Jayson Guyot, president and CEO of Connecticut’s Foxwoods Resort Casino, said he ordered a complete top-down restructuring of the business during the shutdown — something that would have been difficult if it were still in operation.
“It has allowed us to rebuild our margins from 10% to 13% to 18% to 20% now,” he said.
But he also voiced a common concern: Foxwoods has not yet returned to pre-pandemic levels of business.
That’s a major concern for Atlantic City’s casinos, which overall have yet to return to 2019 revenue and profit levels for in-person gaming.
Second-quarter results released in August show that five of Atlantic City’s nine casinos failed to surpass their pre-pandemic profit levels, and the resort as a whole saw profits fall nearly 1%.
Atlantic City has thousands fewer casino employees than before the pandemic.

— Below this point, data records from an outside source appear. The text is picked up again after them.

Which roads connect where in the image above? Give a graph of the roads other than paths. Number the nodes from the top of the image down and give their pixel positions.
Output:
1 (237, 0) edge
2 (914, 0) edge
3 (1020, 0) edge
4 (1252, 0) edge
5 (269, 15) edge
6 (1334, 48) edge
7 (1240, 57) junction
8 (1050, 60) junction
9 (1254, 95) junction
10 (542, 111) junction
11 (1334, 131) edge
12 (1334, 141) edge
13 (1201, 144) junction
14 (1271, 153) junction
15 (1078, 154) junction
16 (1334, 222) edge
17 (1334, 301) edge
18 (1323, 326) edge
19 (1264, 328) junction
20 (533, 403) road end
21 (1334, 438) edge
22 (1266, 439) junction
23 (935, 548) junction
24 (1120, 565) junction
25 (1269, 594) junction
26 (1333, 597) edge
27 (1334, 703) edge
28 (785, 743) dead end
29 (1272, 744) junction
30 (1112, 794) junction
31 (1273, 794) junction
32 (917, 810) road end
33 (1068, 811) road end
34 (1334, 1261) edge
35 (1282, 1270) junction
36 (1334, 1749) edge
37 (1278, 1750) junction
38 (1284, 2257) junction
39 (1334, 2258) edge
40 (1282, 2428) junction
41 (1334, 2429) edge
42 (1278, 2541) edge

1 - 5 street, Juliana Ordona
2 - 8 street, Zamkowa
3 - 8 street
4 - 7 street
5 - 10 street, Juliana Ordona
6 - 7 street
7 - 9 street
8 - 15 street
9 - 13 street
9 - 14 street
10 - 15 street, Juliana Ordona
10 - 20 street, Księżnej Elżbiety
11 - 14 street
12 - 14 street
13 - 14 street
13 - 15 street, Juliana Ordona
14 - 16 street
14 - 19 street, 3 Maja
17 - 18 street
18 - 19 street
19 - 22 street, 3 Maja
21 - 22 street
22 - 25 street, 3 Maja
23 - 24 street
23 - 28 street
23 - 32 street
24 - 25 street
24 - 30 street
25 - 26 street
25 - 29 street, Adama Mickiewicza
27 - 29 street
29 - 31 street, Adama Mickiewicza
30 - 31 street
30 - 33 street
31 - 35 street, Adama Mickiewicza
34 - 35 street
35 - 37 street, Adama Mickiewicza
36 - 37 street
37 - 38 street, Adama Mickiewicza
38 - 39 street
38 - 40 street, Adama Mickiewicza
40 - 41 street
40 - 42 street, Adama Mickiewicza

Like virtually every other casino market, it struggles to attract new workers and retain existing ones.
Hard Rock recently made headlines by spending $100 million to give big raises to 10,000 untipped workers, most of them in the United States. Other companies have recently made smaller salary increases. Foxwoods has raised its minimum hourly wage from $10.50 two years ago to $14.50 now, Guyot said.